San Diego can expect flex alerts and high fire danger and just plain excessive heat for a long time.
Excessive heat sometimes means potential power shortages, but no flex alert was issued today.
California Independent System Operator spokesperson Anne Gonzales said the grid has enough energy for now, but the upcoming thunderstorms could cause problems.
"The grid is stable and we’re not expecting any resource shortfalls and the thunderstorms of course always impact electricity systems because they can be damaging to equipment, both transmission and generators," Gonzales said.
To keep up with grid conditions, go to caiso.com or follow them on Twitter: @California_ISO.
Cooler temperatures will arrive on Tuesday, and thunderstorms will be possible in the mountains and deserts each afternoon from Tuesday through Thursday, forecasters said.
Highs temperatures on Monday are expected to be in the low-70s to low- 80s in coastal areas, the low- to mid-80s in the western valleys, the high-90s to low-100s near the foothills, the high-90s to low-100s in the mountains and the low- to mid-110s in the deserts.
The weather service said the extreme heat will significantly increase the potential for heat-related illnesses, particularly for those working or participating in outdoor activities.
People should be prepared to drink plenty of fluids, stay in an air- conditioned room, stay out of the sun and check up on relatives and neighbors.

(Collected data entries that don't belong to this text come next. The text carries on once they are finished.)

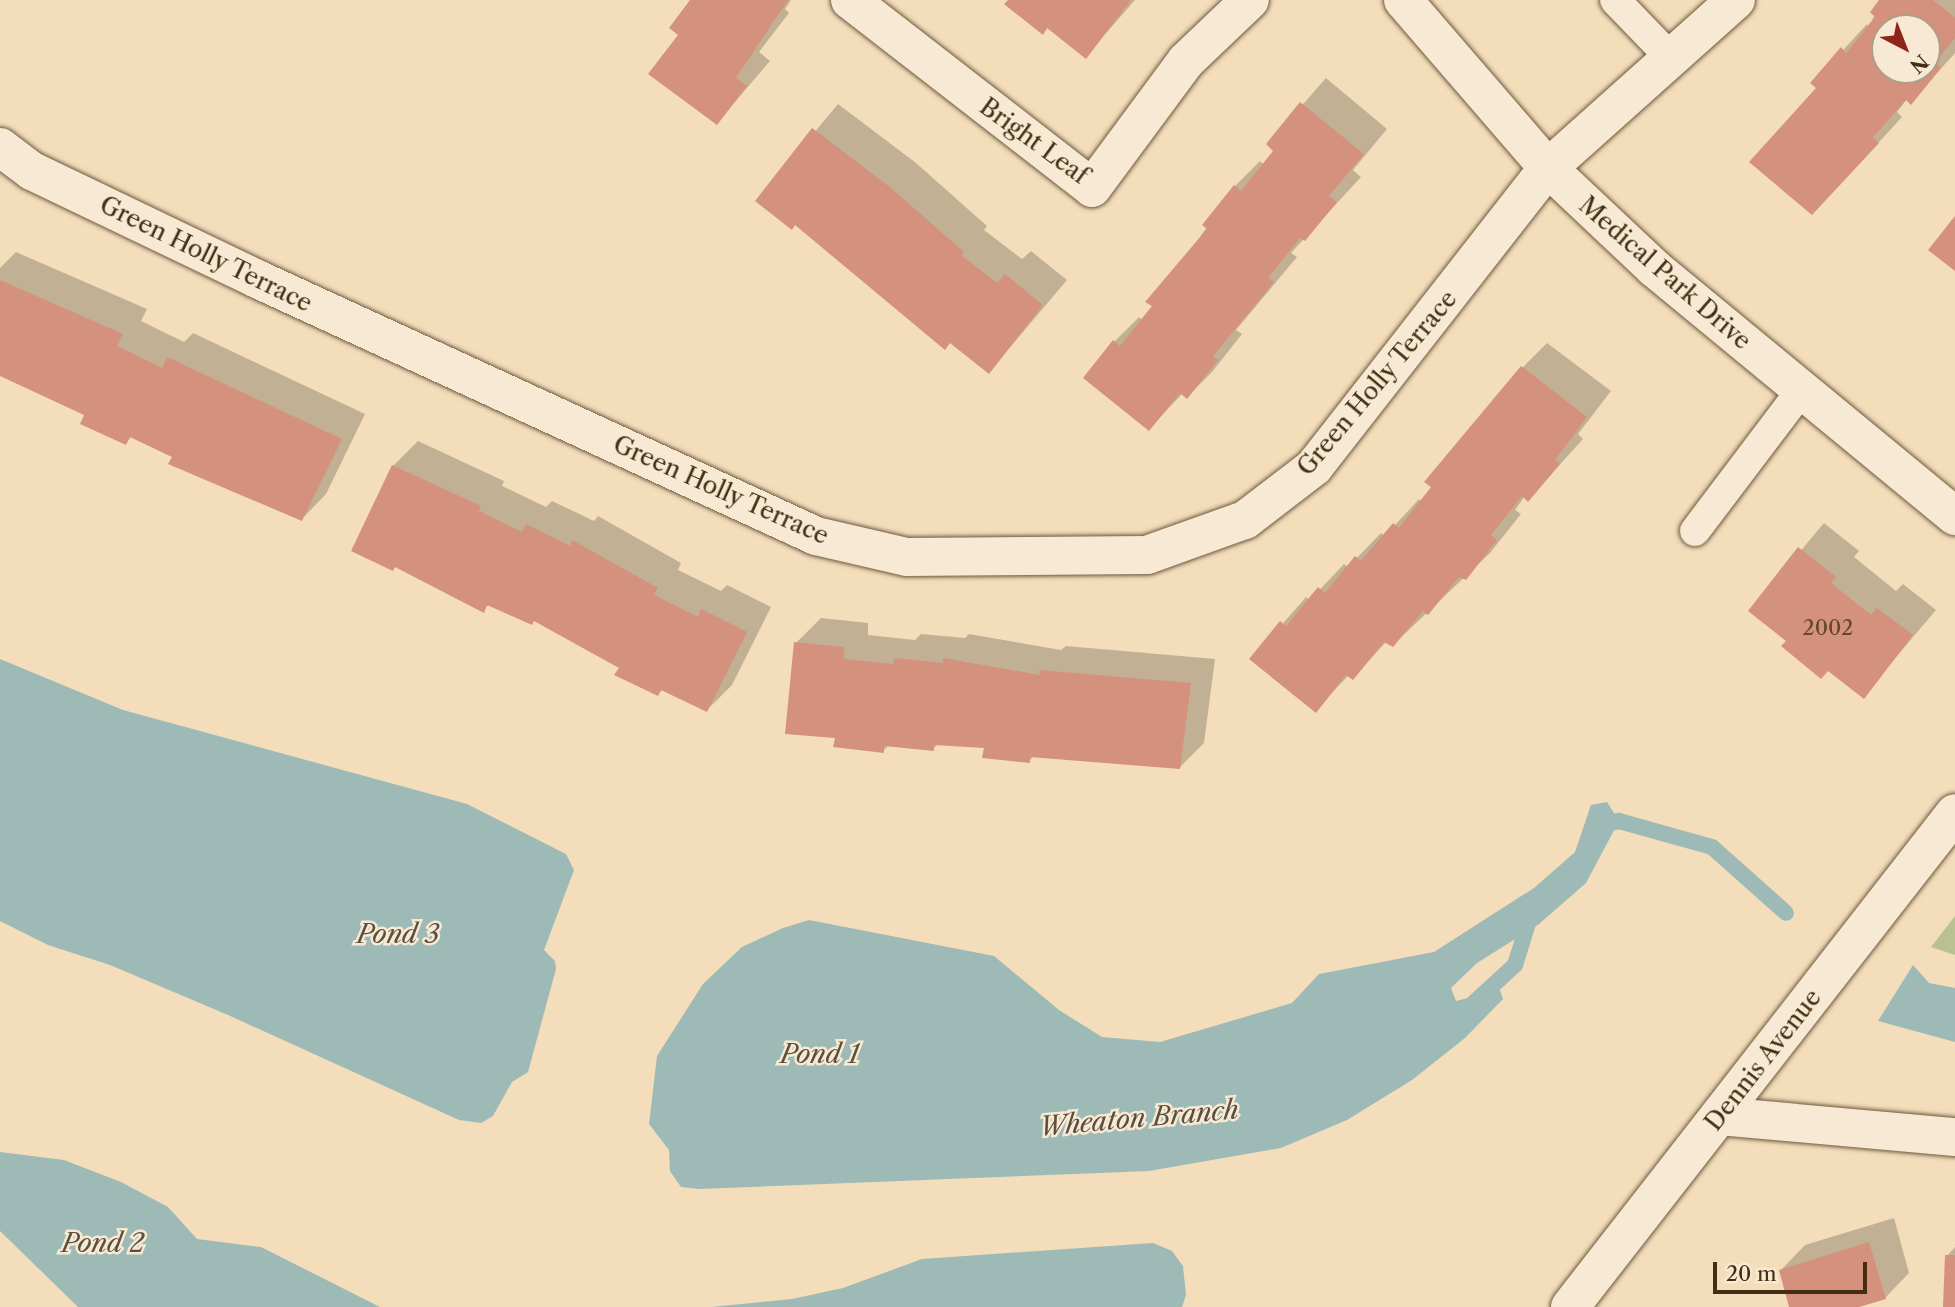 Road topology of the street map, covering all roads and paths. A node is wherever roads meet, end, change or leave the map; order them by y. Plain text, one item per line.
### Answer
1 (849, 0) edge
2 (1250, 0) edge
3 (1404, 0) edge
4 (1615, 0) edge
5 (1735, 0) edge
6 (1673, 60) junction
7 (0, 148) edge
8 (1548, 168) junction
9 (1801, 391) junction
10 (1955, 516) edge
11 (1695, 531) dead end
12 (1955, 813) edge
13 (1720, 1116) junction
14 (1955, 1137) edge
15 (1570, 1307) edge

1 - 2 street, Bright Leaf
3 - 8 street, Medical Park Drive
4 - 6 lane
5 - 6 street, Green Holly Terrace
6 - 8 street, Green Holly Terrace
7 - 8 street, Green Holly Terrace
8 - 9 street, Medical Park Drive
9 - 10 street, Medical Park Drive
9 - 11 lane
12 - 13 street, Dennis Avenue
13 - 14 street
13 - 15 street, Dennis Avenue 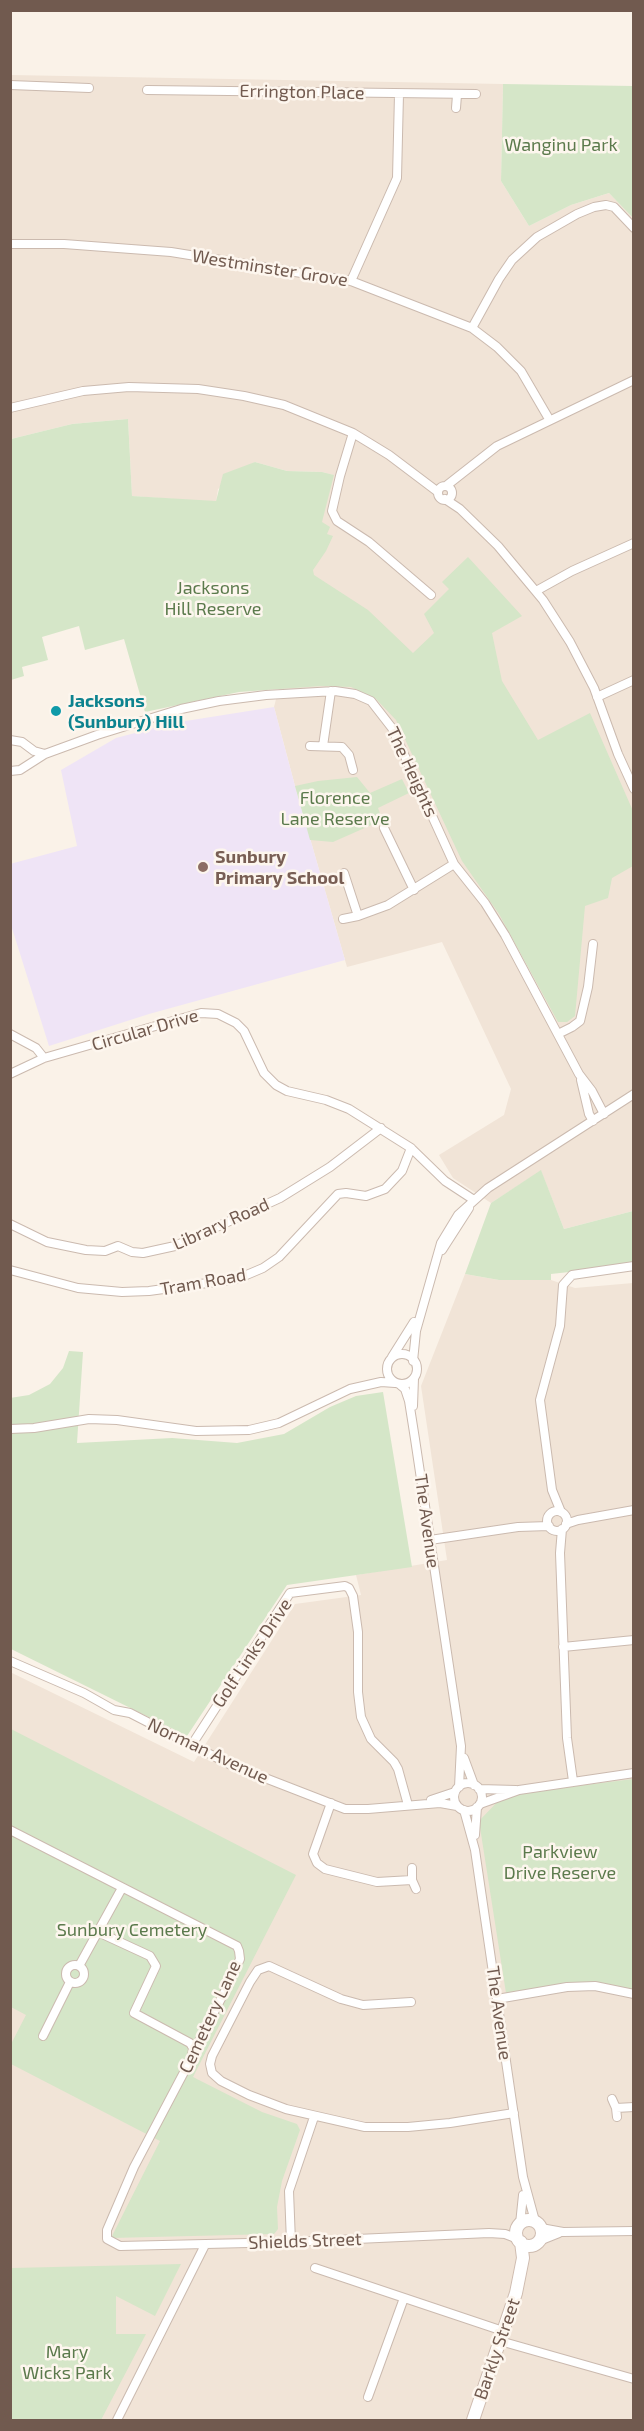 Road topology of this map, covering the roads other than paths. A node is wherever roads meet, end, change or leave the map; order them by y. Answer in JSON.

While young children and pets should never be left unattended in vehicles under any circumstances, the weather service said that's especially true during warm or hot weather — when car interiors can reach lethal temperatures in a matter of minutes.
The county has opened nine "Cool Zone" locations to help the public beat the heat. They are located in Alpine, Borrego Springs, Fallbrook, Lakeside, Potrero, Ramona, Santa Ysabel, Spring Valley and Valley Center.
A full list of the locations can be found online.